Morris's first television appearance was in 1985, aged 17, as a contestant on the talent show New Faces. She performed "Holding Out for a Hero", a Jim Steinman song made famous by Bonnie Tyler, and tied for first place.

After several years in variety and stand-up, Morris's her big break came when she joined the ensemble cast of the hit Australian sketch comedy series Full Frontal in 1995. This led to hosting roles on Great Aussie Bloopers and "The Morris Report" on the live variety series In Melbourne Tonight, as well as regular appearances on The Midday Show, Good Morning Australia, Beauty and the Beast and Who Dares Wins as well as the action series Gladiators.

Morris relocated to the United Kingdom in 2000. As well as stand-up, she made appearances on the TV quiz QI, an episode of the sitcom Not Going Out playing a successful beautician, and in the sixth episode of season three of Kathy Griffin's My Life on the D-List, offering advice on the British audiences. Morris also had a stint presenting the BBC's Liquid News show in 2002.

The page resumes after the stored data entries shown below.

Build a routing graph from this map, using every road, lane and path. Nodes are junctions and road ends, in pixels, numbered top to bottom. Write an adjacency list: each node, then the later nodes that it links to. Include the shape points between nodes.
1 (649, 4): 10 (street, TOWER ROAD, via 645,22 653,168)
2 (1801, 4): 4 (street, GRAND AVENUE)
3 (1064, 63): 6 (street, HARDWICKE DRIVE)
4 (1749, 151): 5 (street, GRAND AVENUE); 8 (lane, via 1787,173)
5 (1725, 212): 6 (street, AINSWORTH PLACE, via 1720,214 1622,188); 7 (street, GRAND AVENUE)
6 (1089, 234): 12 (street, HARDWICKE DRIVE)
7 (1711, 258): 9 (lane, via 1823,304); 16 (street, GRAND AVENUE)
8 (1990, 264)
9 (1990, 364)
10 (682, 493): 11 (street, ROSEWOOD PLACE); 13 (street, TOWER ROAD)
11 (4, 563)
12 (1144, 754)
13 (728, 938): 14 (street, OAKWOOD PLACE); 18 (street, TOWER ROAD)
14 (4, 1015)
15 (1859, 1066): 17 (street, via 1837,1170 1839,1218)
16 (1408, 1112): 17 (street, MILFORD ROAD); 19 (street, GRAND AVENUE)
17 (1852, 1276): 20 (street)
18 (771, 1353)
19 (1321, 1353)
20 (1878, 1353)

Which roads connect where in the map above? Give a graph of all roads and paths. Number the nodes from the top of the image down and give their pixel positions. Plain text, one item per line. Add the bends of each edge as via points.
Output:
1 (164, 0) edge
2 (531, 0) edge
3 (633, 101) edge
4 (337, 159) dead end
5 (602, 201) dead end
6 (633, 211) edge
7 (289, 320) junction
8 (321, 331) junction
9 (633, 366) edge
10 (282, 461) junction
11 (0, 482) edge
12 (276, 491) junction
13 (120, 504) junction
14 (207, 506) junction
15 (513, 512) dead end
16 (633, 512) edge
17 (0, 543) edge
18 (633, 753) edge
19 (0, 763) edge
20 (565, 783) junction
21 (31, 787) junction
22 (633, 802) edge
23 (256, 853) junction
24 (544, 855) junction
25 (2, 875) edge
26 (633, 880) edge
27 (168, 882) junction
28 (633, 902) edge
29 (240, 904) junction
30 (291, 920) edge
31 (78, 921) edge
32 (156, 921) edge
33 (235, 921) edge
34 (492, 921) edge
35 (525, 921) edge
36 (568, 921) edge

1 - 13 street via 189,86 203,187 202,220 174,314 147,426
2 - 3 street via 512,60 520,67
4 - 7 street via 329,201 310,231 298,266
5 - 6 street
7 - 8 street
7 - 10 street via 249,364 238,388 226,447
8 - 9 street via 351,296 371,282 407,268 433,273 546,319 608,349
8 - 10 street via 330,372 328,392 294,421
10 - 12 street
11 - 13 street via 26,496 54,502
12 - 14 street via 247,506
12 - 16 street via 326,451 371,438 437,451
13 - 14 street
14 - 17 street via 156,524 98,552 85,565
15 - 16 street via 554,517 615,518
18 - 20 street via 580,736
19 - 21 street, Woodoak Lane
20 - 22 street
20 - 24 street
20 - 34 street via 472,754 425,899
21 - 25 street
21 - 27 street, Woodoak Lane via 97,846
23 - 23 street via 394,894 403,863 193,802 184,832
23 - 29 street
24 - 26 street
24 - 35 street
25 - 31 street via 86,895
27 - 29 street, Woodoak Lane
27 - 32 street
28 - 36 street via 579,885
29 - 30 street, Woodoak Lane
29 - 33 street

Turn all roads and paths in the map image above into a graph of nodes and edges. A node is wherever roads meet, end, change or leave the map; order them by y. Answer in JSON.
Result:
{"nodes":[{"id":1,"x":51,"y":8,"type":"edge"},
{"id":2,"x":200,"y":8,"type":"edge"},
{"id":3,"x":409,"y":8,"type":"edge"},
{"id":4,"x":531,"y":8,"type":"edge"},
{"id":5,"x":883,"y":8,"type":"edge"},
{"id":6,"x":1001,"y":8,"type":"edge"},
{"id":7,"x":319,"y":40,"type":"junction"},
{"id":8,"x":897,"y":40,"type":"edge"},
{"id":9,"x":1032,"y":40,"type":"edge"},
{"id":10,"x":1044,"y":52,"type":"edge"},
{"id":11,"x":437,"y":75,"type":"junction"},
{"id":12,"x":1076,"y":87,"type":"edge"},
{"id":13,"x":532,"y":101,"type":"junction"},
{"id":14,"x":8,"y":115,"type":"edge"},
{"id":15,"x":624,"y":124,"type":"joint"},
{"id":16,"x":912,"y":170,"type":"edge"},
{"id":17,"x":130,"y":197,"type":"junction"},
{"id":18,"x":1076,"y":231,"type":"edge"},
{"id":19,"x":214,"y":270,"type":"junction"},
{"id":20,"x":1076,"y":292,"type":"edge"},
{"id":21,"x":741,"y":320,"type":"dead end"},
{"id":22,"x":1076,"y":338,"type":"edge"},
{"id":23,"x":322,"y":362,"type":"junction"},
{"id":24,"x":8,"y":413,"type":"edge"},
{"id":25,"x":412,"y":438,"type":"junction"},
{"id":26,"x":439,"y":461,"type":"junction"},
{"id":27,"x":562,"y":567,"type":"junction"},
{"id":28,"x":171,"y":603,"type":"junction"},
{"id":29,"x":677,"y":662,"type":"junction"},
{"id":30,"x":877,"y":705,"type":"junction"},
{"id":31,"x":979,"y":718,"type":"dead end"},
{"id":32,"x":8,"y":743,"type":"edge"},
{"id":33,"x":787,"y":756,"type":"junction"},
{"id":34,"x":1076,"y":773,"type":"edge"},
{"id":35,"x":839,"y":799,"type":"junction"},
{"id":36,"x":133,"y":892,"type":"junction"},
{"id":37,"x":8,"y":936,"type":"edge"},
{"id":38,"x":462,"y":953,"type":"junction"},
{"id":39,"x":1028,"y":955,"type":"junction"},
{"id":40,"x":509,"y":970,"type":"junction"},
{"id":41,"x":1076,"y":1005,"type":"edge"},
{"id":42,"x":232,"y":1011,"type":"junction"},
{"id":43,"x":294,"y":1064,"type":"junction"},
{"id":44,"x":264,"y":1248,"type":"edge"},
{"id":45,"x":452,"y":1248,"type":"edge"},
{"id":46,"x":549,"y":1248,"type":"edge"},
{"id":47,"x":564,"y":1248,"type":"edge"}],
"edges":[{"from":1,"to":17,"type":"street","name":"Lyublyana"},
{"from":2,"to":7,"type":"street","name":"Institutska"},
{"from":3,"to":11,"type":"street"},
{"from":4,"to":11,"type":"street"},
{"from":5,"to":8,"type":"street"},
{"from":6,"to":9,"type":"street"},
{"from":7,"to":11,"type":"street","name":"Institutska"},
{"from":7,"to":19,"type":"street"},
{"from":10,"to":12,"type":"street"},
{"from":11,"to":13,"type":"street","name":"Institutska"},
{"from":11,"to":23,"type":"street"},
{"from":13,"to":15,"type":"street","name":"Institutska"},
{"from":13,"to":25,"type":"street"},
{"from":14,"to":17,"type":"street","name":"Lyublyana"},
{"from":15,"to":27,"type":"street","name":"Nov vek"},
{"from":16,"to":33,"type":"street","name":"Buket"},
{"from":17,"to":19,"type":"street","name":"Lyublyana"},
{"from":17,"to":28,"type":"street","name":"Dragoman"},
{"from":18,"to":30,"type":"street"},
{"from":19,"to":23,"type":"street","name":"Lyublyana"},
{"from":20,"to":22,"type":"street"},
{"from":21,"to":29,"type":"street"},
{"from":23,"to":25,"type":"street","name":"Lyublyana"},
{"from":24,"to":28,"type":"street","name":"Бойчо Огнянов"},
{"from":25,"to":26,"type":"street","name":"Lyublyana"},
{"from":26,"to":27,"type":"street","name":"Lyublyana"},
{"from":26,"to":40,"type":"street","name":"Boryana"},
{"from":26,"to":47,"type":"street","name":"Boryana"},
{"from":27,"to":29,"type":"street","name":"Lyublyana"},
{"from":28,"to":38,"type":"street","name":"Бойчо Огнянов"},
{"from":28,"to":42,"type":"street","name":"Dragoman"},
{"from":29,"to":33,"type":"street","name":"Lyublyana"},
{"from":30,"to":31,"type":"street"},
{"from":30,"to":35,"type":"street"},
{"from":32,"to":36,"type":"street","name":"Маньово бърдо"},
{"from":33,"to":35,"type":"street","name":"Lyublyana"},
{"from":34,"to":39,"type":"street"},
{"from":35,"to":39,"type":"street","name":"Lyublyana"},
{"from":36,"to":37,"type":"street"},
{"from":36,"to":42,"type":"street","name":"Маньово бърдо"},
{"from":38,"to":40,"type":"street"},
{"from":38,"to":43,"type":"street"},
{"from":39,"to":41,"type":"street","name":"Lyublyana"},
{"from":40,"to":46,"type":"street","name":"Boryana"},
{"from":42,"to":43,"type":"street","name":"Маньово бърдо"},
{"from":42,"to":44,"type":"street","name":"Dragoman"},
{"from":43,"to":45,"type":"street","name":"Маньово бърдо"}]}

Since her return to Australia in 2007, Morris has made appearances on Thank God You're Here, Good News Week, Spicks and Specks, Rove Live, The Singing Office, It Takes Two, Sleuth 101, Studio 10, The Project, The Living Room, Have You Been Paying Attention? and Hughesy, We Have a Problem. She won the third season of the reality singing series It Takes Two, in which she was partnered with opera singer David Hobson. Her winnings were donated to the Emily Tapp Foundation, a charity dedicated to melanoma awareness and prevention. She has also appeared in a series of commercials for All-Bran cereal, which also featured fellow actress and comedian Helen Dallimore.

Morris was the winning contestant on the 2011 series of The Celebrity Apprentice Australia, beating teammate Jason Coleman, model Jesinta Campbell and AFL footballer Shane Crawford.

In 2012, Morris has starred as Gemma Crabb in the Nine Network's Melbourne-made drama series House Husbands. The show commenced a second season on 8 April 2013.

In April 2013, Morris was announced as the new host of television talent show Australia's Got Talent, which has switched from the Seven Network to the Nine Network.

On 1 February 2015, Morris began co-hosting the Australian version of I'm a Celebrity...Get Me Out of Here! with Chris Brown on Network 10.

In 2018, Morris hosted an updated version of dating show Blind Date on Network 10.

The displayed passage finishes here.